§ **Data extracts**
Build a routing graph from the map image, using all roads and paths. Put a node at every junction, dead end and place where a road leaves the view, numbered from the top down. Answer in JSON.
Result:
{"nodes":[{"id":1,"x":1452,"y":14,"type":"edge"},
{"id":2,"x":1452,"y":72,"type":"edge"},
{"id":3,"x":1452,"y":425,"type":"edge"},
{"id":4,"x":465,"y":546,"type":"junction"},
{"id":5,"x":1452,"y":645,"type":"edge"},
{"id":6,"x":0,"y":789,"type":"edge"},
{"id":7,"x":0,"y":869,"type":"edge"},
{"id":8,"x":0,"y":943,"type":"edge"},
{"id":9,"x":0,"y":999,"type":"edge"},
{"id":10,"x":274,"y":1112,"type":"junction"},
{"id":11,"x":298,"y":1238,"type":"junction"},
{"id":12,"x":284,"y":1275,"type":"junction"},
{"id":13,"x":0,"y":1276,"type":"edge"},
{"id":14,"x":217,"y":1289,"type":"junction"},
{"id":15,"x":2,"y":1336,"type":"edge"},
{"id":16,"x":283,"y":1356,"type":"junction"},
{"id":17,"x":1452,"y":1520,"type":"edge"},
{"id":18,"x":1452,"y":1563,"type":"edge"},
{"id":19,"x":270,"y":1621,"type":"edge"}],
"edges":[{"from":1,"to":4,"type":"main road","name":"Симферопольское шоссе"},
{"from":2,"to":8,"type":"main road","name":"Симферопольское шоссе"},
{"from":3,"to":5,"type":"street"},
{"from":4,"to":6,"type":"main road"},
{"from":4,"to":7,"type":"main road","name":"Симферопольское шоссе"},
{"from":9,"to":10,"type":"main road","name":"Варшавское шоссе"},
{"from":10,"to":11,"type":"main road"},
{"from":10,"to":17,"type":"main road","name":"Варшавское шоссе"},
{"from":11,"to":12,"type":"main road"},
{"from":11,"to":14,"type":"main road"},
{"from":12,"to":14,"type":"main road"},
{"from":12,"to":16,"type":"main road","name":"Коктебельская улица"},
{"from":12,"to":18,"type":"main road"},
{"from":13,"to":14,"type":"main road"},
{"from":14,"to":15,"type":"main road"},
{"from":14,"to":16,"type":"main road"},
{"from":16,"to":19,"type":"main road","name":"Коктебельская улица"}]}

§ **Work task**
Copy every line that contains "Варшавское" from the listing above.

§ **Output for this task**
{"from":9,"to":10,"type":"main road","name":"Варшавское шоссе"},
{"from":10,"to":17,"type":"main road","name":"Варшавское шоссе"},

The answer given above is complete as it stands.